Start of Block

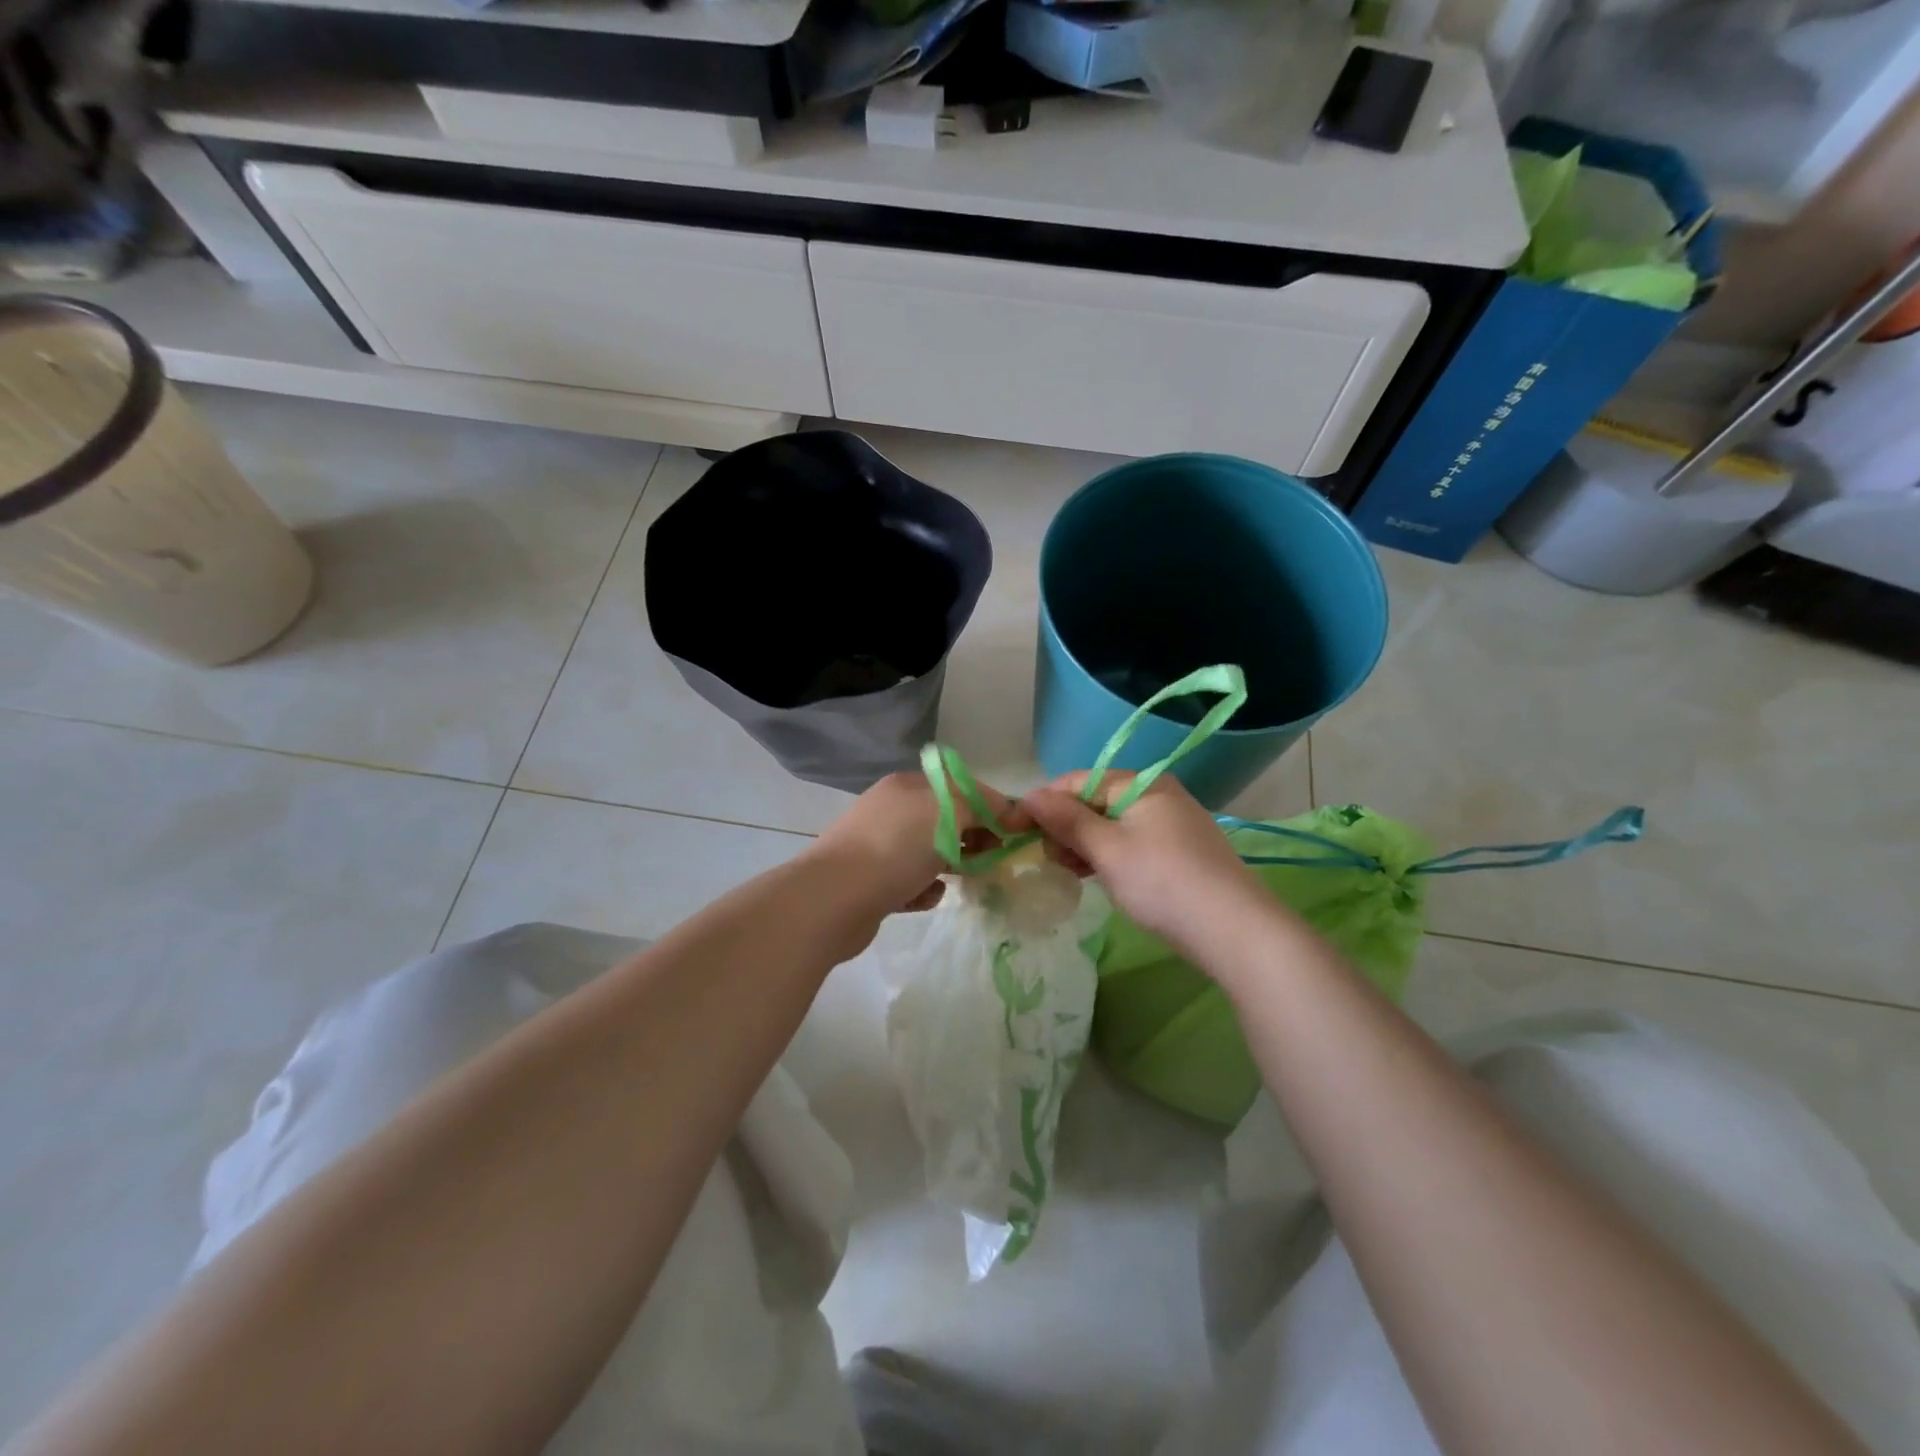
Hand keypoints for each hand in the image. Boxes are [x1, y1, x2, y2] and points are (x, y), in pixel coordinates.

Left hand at [807, 770, 1020, 918]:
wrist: (834, 899)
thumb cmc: (896, 848)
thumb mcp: (948, 813)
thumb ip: (979, 807)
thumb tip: (1001, 810)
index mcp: (908, 786)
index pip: (960, 786)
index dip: (990, 805)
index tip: (1014, 831)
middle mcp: (891, 810)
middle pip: (945, 819)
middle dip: (973, 837)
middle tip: (994, 858)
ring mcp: (878, 847)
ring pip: (928, 852)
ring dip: (952, 864)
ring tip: (968, 879)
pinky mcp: (872, 883)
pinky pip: (910, 881)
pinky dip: (924, 889)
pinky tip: (928, 897)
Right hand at [1020, 772, 1272, 957]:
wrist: (1235, 930)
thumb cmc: (1162, 882)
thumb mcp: (1107, 849)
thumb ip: (1066, 820)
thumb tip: (1028, 796)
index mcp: (1141, 784)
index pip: (1078, 781)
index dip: (1042, 802)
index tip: (1012, 828)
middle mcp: (1158, 794)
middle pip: (1095, 801)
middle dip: (1063, 826)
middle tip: (1042, 857)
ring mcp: (1172, 823)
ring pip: (1112, 825)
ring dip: (1083, 844)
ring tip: (1064, 870)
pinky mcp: (1180, 852)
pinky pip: (1131, 843)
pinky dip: (1107, 856)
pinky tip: (1093, 876)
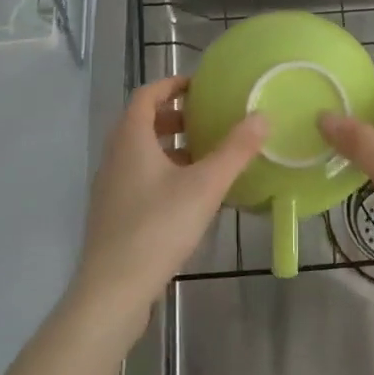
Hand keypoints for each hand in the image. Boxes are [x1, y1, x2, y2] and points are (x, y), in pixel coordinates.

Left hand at [73, 75, 266, 326]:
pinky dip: (163, 172)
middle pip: (142, 122)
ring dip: (170, 146)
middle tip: (207, 119)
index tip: (199, 85)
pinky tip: (189, 195)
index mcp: (131, 139)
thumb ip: (235, 150)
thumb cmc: (158, 227)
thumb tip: (263, 116)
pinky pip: (139, 177)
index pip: (146, 95)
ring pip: (140, 152)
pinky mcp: (113, 214)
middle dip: (174, 116)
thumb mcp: (205, 186)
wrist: (113, 290)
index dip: (171, 84)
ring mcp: (110, 187)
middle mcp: (115, 156)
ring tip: (205, 155)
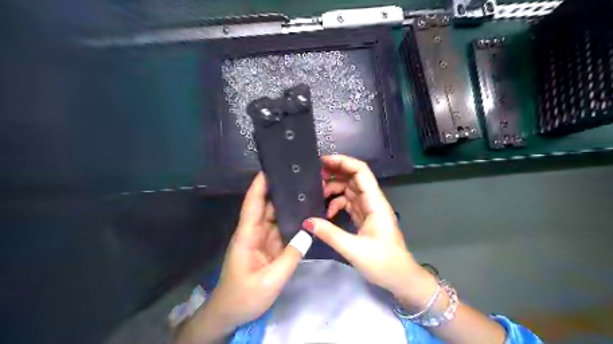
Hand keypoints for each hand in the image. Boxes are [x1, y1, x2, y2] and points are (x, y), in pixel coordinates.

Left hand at [207, 173, 301, 331]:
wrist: (230, 314)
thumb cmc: (244, 297)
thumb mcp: (270, 280)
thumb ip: (291, 256)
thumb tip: (308, 231)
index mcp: (248, 235)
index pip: (253, 204)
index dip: (260, 185)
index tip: (271, 167)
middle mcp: (254, 232)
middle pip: (266, 206)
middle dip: (280, 191)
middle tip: (300, 178)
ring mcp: (261, 240)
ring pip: (275, 217)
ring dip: (288, 206)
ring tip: (306, 193)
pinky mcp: (268, 248)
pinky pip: (280, 231)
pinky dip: (291, 223)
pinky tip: (304, 216)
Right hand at [301, 154, 435, 307]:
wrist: (400, 278)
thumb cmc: (383, 263)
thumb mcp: (353, 249)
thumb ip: (330, 234)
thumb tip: (307, 221)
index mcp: (375, 203)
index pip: (361, 172)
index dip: (343, 162)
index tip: (323, 161)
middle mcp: (372, 201)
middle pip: (354, 178)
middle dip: (335, 173)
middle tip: (314, 176)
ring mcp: (368, 209)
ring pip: (349, 190)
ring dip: (334, 189)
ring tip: (317, 195)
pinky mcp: (364, 217)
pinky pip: (348, 203)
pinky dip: (337, 203)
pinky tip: (328, 214)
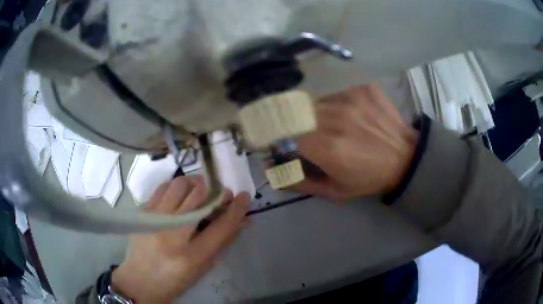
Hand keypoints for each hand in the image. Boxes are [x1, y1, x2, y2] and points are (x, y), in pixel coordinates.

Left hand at [111, 176, 249, 302]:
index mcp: (191, 255)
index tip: (244, 196)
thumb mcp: (202, 268)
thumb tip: (241, 220)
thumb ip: (222, 242)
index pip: (220, 226)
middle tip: (217, 192)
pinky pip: (162, 188)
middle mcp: (172, 234)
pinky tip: (178, 194)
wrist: (139, 280)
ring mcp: (154, 220)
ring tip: (197, 190)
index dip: (236, 209)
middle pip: (197, 197)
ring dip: (193, 183)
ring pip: (178, 185)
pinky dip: (175, 186)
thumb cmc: (175, 280)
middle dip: (213, 190)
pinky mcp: (143, 213)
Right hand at [293, 84, 417, 201]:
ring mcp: (350, 98)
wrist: (405, 157)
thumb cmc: (369, 178)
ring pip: (316, 101)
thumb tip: (270, 168)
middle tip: (314, 136)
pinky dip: (335, 103)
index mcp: (327, 148)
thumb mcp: (334, 190)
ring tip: (335, 125)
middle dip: (299, 126)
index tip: (289, 144)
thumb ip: (299, 182)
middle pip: (298, 114)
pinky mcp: (361, 88)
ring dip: (317, 114)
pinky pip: (335, 92)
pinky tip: (350, 114)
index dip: (283, 138)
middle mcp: (335, 118)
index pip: (284, 133)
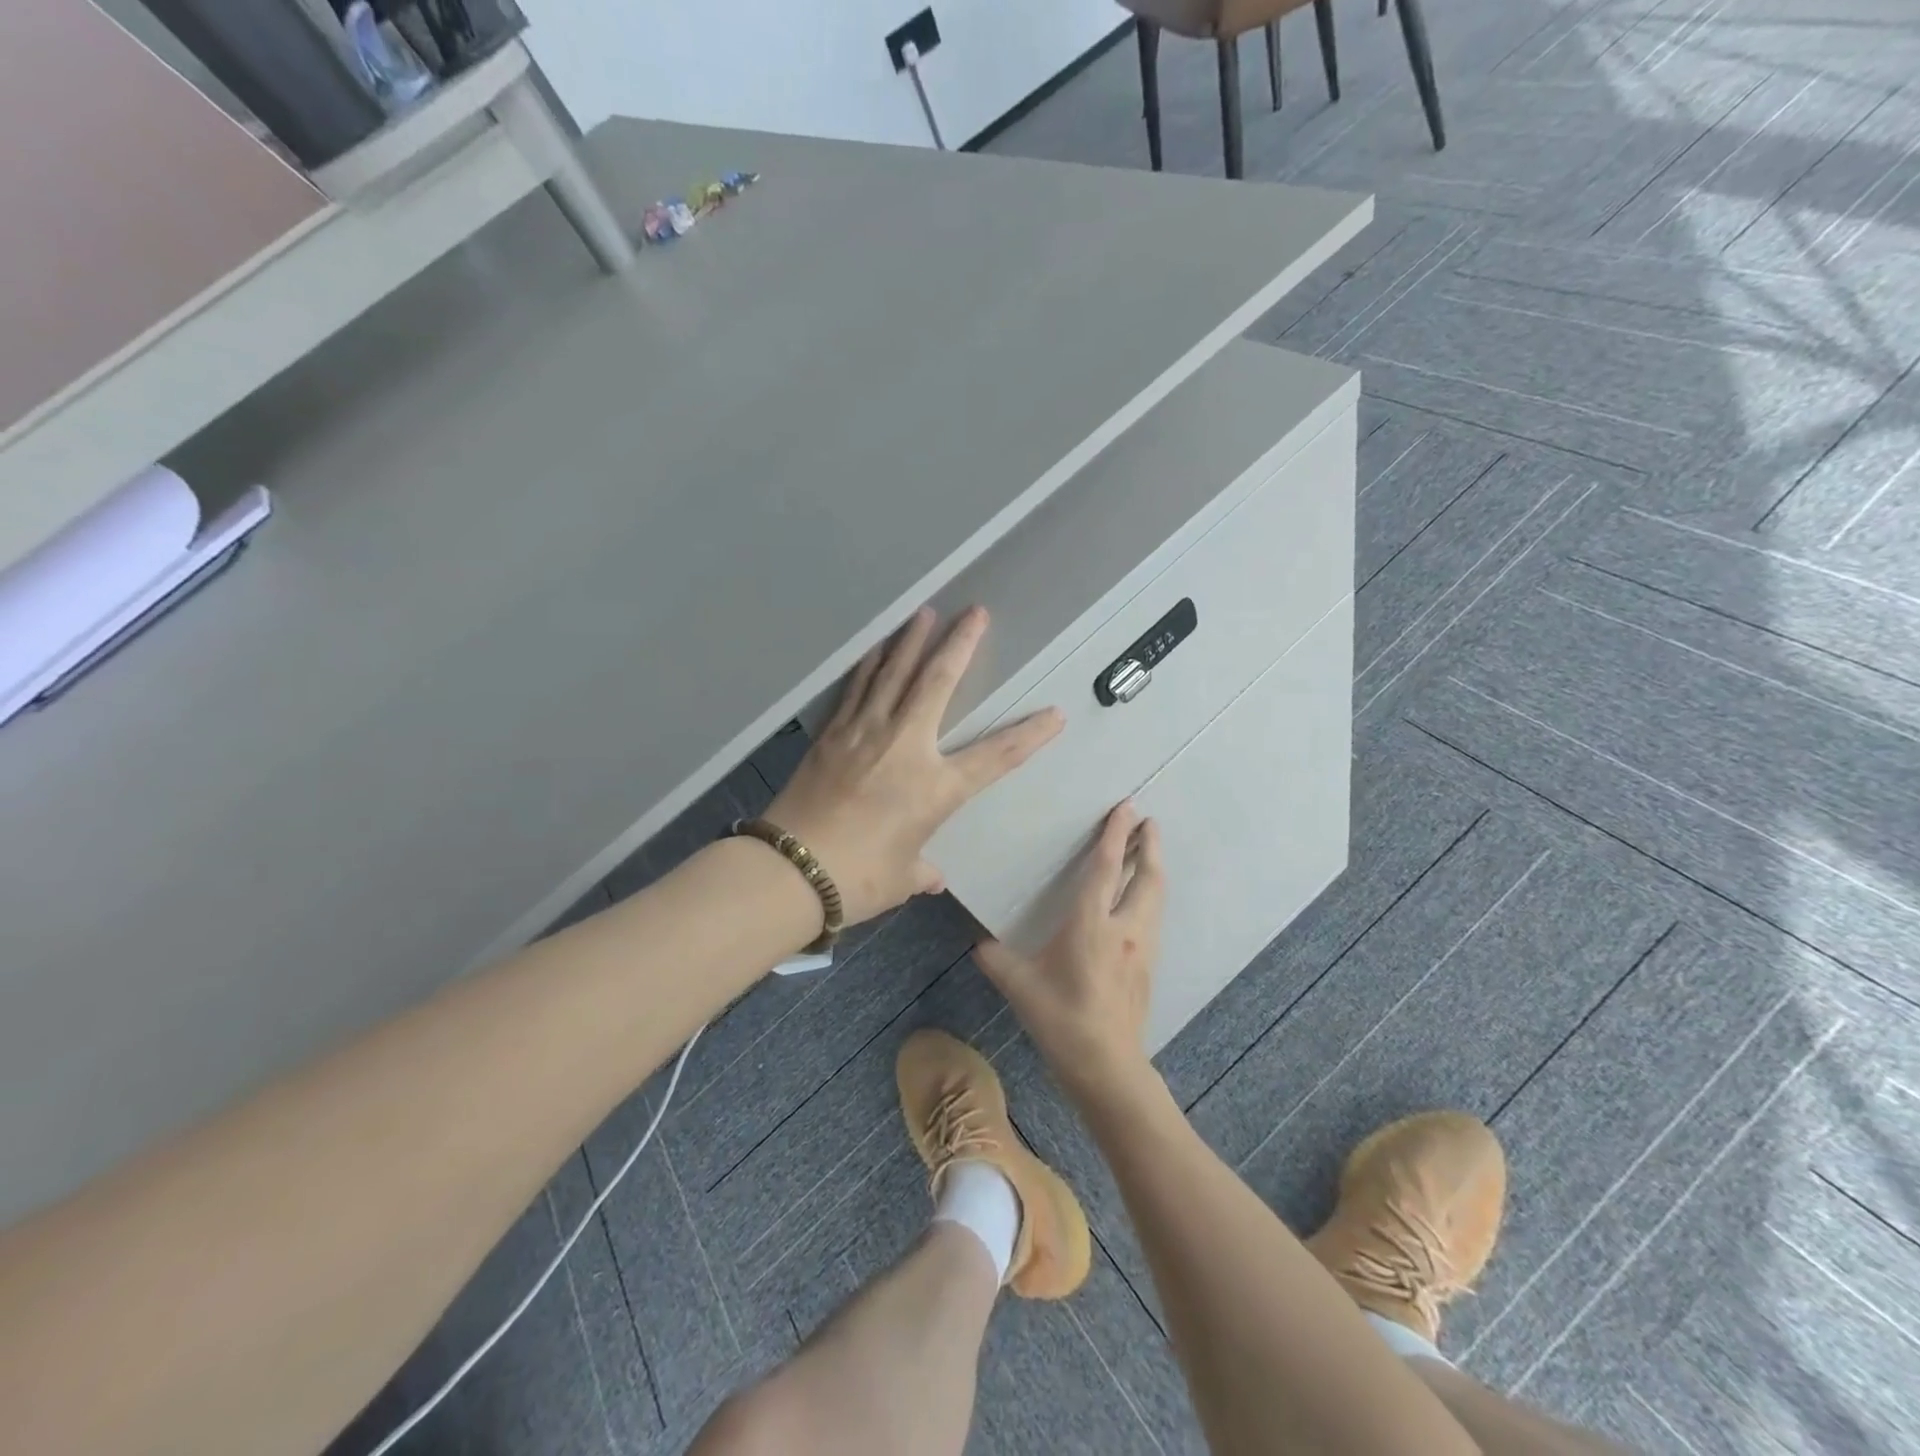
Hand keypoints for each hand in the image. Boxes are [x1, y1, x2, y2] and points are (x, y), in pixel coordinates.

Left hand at [767, 605, 1062, 925]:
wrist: (789, 870)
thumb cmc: (857, 878)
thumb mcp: (901, 877)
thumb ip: (921, 870)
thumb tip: (931, 876)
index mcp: (935, 787)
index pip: (996, 756)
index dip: (1029, 735)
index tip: (1054, 714)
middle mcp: (905, 747)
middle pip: (938, 683)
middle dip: (960, 644)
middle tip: (975, 612)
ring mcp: (864, 733)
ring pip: (894, 674)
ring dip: (912, 640)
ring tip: (925, 612)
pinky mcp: (832, 734)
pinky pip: (857, 689)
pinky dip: (870, 664)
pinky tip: (876, 648)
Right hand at [974, 801, 1164, 1101]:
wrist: (1107, 1066)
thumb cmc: (1061, 1020)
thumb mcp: (1019, 986)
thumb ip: (995, 958)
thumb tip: (977, 941)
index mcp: (1091, 925)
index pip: (1106, 869)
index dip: (1116, 835)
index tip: (1126, 807)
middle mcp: (1124, 928)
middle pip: (1146, 877)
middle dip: (1149, 845)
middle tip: (1149, 820)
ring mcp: (1142, 947)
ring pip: (1156, 897)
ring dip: (1154, 868)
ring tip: (1151, 850)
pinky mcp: (1148, 966)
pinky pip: (1153, 917)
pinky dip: (1151, 894)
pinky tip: (1142, 899)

End of Block

● What needs to be done
Once you have returned the line containing "index dip: (1042, 802)", stop; begin at the first line of the material, keep each line exact, and skip the pictures.

● Exercise solution
Hand keypoints for each hand in the image. Boxes are [x1, y1, x2, y2] and points are (x, y), in pixel coordinates.

Left hand at [807, 770, 1020, 918]:
wrist: (834, 899)
thumb cmc: (896, 848)
thumb mcp: (948, 813)
thumb ip: (979, 807)
thumb tip: (1001, 810)
index mcp: (908, 786)
index pip: (960, 786)
index dip: (990, 805)
index tip: (1014, 831)
middle mcp: (891, 810)
middle pip: (945, 819)
middle dip: (973, 837)
middle tip: (994, 858)
ring mcp: (878, 847)
ring pip: (928, 852)
ring dip: (952, 864)
ring tip: (968, 879)
pinky mcp: (872, 883)
pinky pip: (910, 881)
pinky dip: (924, 889)
pinky tip: (928, 897)
Right hand at [1020, 772, 1272, 957]:
wrist: (1235, 930)
thumb cmc: (1162, 882)
thumb mcp: (1107, 849)
thumb ip: (1066, 820)
thumb tip: (1028, 796)
index mcp: (1141, 784)
index pip: (1078, 781)
index dip: (1042, 802)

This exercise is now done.